In April of the current year the Southern Cheyennes and Arapahoes were peacefully occupying their village on the grounds assigned to them as hunting grounds by the treaty of October, 1865, when a military command under Major General Hancock, without any known provocation, burned down their homes of 300 lodges, (including, perhaps, 100 lodges of friendly Sioux,) and all their provisions, clothing, utensils, and property of every description. In view of these facts, it is scarcely deemed necessary to seek further for reasons for the hostility of the Southern Cheyennes and Arapahoes.

While searching for the origin of our existing Indian war, I beg leave to insert here an extract from a letter of Lieutenant General Sherman, dated Fort Lyon, Colorado, September 30, 1866, forwarded to the Secretary of War by General Grant, and referred to this office :

"Craig (formerly a colonel or captain in the army, and owner of a large ranche on the Huerfano) may be taken as the best sample of the class of men who are settling along the east base of the mountains. He has thoroughly proven the ability to produce, but then comes the more difficult problem of consumption. Who is to buy his corn? The miners of Colorado, in the mountains, two hundred miles distant, will take some; but the cost of hauling is enormous. The few travellers and stage companies will buy a little, but he, and all situated like him, look to our military for a market, and that is the real pressure for garrisons and an Indian war. The Utes are harmless and peaceable, and the Cheyennes and Arapahoes are off after the buffaloes, God only knows where, and I don't see how we can make a decent excuse for an Indian war. I have travelled all the way from Laramie without a single soldier or escort. I meet single men, unarmed, travelling along the road, as in Missouri. Cattle and horses graze loose, far from their owners, most tempting to a starving Indian, and though the Indians might easily make a descent on these scattered ranches, yet they have not done so, and I see no external signs of a fear of such an event, though all the people are clamorous for military protection.
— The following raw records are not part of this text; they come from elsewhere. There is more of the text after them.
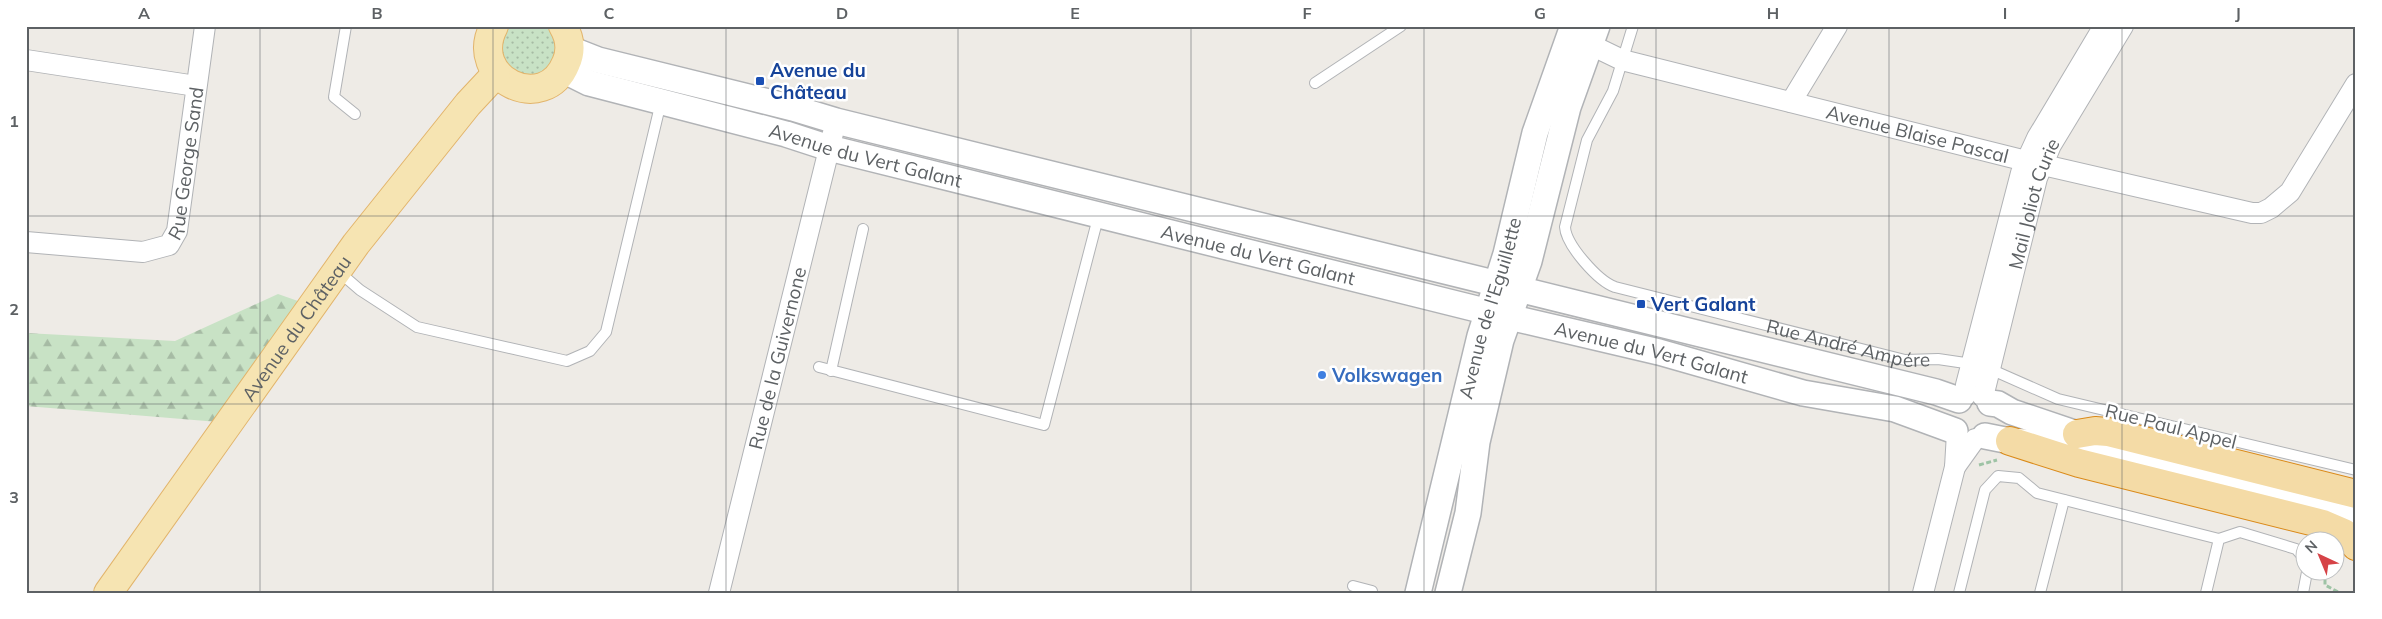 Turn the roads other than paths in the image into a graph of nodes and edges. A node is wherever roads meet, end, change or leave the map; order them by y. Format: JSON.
{"nodes":[{"id":1,"x":205,"y":26,"type":"edge"},
{"id":2,"x":346,"y":26,"type":"edge"},
{"id":3,"x":1401,"y":26,"type":"edge"},
{"id":4,"x":1633,"y":26,"type":"edge"},
{"id":5,"x":1836,"y":26,"type":"edge"},
{"id":6,"x":2104,"y":26,"type":"edge"},
{"id":7,"x":2123,"y":26,"type":"edge"},
{"id":8,"x":493,"y":27,"type":"edge"},
{"id":9,"x":1569,"y":27,"type":"edge"},
{"id":10,"x":1594,"y":36,"type":"edge"},
{"id":11,"x":565,"y":49,"type":"edge"},
{"id":12,"x":26,"y":60,"type":"edge"},
{"id":13,"x":1622,"y":60,"type":"junction"},
{"id":14,"x":496,"y":74,"type":"junction"},
{"id":15,"x":1315,"y":82,"type":"dead end"},
{"id":16,"x":2356,"y":84,"type":"edge"},
{"id":17,"x":196,"y":86,"type":"junction"},
{"id":18,"x":661,"y":102,"type":"junction"},
{"id":19,"x":1791,"y":102,"type":"junction"},
{"id":20,"x":355,"y":114,"type":"dead end"},
{"id":21,"x":836,"y":122,"type":"junction"},
{"id":22,"x":829,"y":148,"type":"junction"},
{"id":23,"x":2034,"y":163,"type":"junction"},
{"id":24,"x":1099,"y":214,"type":"junction"},
{"id":25,"x":863,"y":229,"type":"dead end"},
{"id":26,"x":26,"y":242,"type":"edge"},
{"id":27,"x":337,"y":271,"type":"junction"},
{"id":28,"x":1508,"y":288,"type":"junction"},
{"id":29,"x":1498,"y":314,"type":"junction"},
{"id":30,"x":819,"y":367,"type":"dead end"},
{"id":31,"x":1981,"y":367,"type":"junction"},
{"id":32,"x":831,"y":370,"type":"junction"},
{"id":33,"x":1974,"y":399,"type":"junction"},
{"id":34,"x":2077,"y":434,"type":"junction"},
{"id":35,"x":1976,"y":436,"type":"junction"},
{"id":36,"x":2157,"y":463,"type":"junction"},
{"id":37,"x":2356,"y":470,"type":"edge"},
{"id":38,"x":2356,"y":494,"type":"edge"},
{"id":39,"x":2064,"y":500,"type":"junction"},
{"id":40,"x":2356,"y":514,"type":"edge"},
{"id":41,"x":2218,"y":538,"type":"junction"},
{"id":42,"x":2356,"y":546,"type":"edge"},
{"id":43,"x":2294,"y":548,"type":"edge"},
{"id":44,"x":1353,"y":586,"type":"dead end"},
{"id":45,"x":1374,"y":592,"type":"edge"},
{"id":46,"x":108,"y":593,"type":"edge"},
{"id":47,"x":719,"y":593,"type":"edge"},
{"id":48,"x":1418,"y":593,"type":"edge"},
{"id":49,"x":1448,"y":593,"type":"edge"},
{"id":50,"x":1923,"y":593,"type":"edge"},
{"id":51,"x":1959,"y":593,"type":"edge"},
{"id":52,"x":2040,"y":593,"type":"edge"},
{"id":53,"x":2206,"y":593,"type":"edge"}],
"edges":[{"from":1,"to":17,"type":"street","name":"Rue George Sand"},
{"from":2,"to":20,"type":"lane"},
{"from":3,"to":15,"type":"lane"},
{"from":4,"to":13,"type":"lane","name":"Rue André Ampére"},
{"from":5,"to":19,"type":"street"},
{"from":6,"to":23,"type":"street","name":"Mail Joliot Curie"},
{"from":7,"to":23,"type":"street","name":"Mail Joliot Curie"},
{"from":8,"to":14,"type":"main road"},
{"from":9,"to":10,"type":"street","name":"Avenue Blaise Pascal"},
{"from":9,"to":28,"type":"street","name":"Avenue de l'Eguillette"},
{"from":10,"to":13,"type":"street","name":"Avenue Blaise Pascal"},
{"from":10,"to":28,"type":"street","name":"Avenue de l'Eguillette"},
{"from":11,"to":14,"type":"main road"},
{"from":11,"to":18,"type":"street","name":"Avenue du Vert Galant"},
{"from":11,"to":21,"type":"street","name":"Avenue du Vert Galant"},
{"from":12,"to":17,"type":"street"},
{"from":13,"to":19,"type":"street","name":"Avenue Blaise Pascal"},
{"from":13,"to":31,"type":"lane","name":"Rue André Ampére"},
{"from":14,"to":27,"type":"main road","name":"Avenue du Château"},
{"from":16,"to":23,"type":"street","name":"Avenue Blaise Pascal"},
{"from":17,"to":26,"type":"street","name":"Rue George Sand"},
{"from":18,"to":22,"type":"street","name":"Avenue du Vert Galant"},
{"from":18,"to":27,"type":"lane"},
{"from":19,"to":23,"type":"street","name":"Avenue Blaise Pascal"},
{"from":21,"to":22,"type":"street","name":"Rue de la Guivernone"},
{"from":21,"to":28,"type":"street","name":"Avenue du Vert Galant"},
{"from":22,"to":24,"type":"street","name":"Avenue du Vert Galant"},
{"from":22,"to":47,"type":"street","name":"Rue de la Guivernone"},
{"from":23,"to":31,"type":"street","name":"Mail Joliot Curie"},
{"from":24,"to":29,"type":"street","name":"Avenue du Vert Galant"},
{"from":24,"to":32,"type":"lane"},
{"from":25,"to":32,"type":"lane"},
{"from":27,"to":46,"type":"main road","name":"Avenue du Château"},
{"from":28,"to":29,"type":"street","name":"Avenue de l'Eguillette"},
{"from":28,"to":33,"type":"street","name":"Avenue du Vert Galant"},
{"from":29,"to":35,"type":"street","name":"Avenue du Vert Galant"},
{"from":29,"to":48,"type":"street","name":"Avenue de l'Eguillette"},
{"from":29,"to":49,"type":"street","name":"Avenue de l'Eguillette"},
{"from":30,"to":32,"type":"lane"},
{"from":31,"to":33,"type":"street","name":"Mail Joliot Curie"},
{"from":31,"to":37,"type":"lane","name":"Rue Paul Appel"},
{"from":33,"to":34,"type":"street","name":"Avenue du Vert Galant"},
{"from":33,"to":35,"type":"street"},
{"from":33,"to":35,"type":"street"},
{"from":34,"to":36,"type":"street","name":"Avenue du Vert Galant"},
{"from":34,"to":38,"type":"highway"},
{"from":35,"to":36,"type":"street","name":"Avenue du Vert Galant"},
{"from":35,"to":42,"type":"highway"},
{"from":35,"to":50,"type":"street"},
{"from":36,"to":40,"type":"street"},
{"from":39,"to":41,"type":"lane"},
{"from":39,"to":51,"type":"lane"},
{"from":39,"to":52,"type":"lane"},
{"from":41,"to":43,"type":"lane"},
{"from":41,"to":53,"type":"lane"},
{"from":44,"to":45,"type":"lane"}]}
I received at Puebla a petition to that effect, signed by so many names that I could not help answering that the names to the petition exceeded in number the strength of any of our small garrisons. Still, I do think that the efforts of these people to transform the desert into productive farms is worthy of encouragement of the general government, and I will treat of the subject again at length.

"After spending part of a day and the night at Craig's, I resumed the journey down the Huerfano twenty miles, to its mouth, there forded the Arkansas, and turned up five miles to the house of Colonel Boone, a man of note in this quarter. He has a good two-story frame house, with his family, embracing the wife of Colonel Elmer Otis, but she happened to be away on a visit to some neighbor, and I did not see her. Colonel Boone was at home, and I talked with him freely on the above and all other points of interest. He is an old Indian man, was on the plains with General Ashley as early as 1824, and has been more or less connected with the Indians ever since. He also made the treaty with the Cheyennes and Arapahoes in 1860. He cultivates a farm and lives, seemingly, as little apprehensive of danger from Indians as the rest of the people. After camping a night near his house, we turned down the Arkansas and

travelled, in three days, one hundred miles to this post, Fort Lyon. I did not see or hear of an Indian the whole distance, though we passed through the whole length of the Cheyenne and Arapaho reservation."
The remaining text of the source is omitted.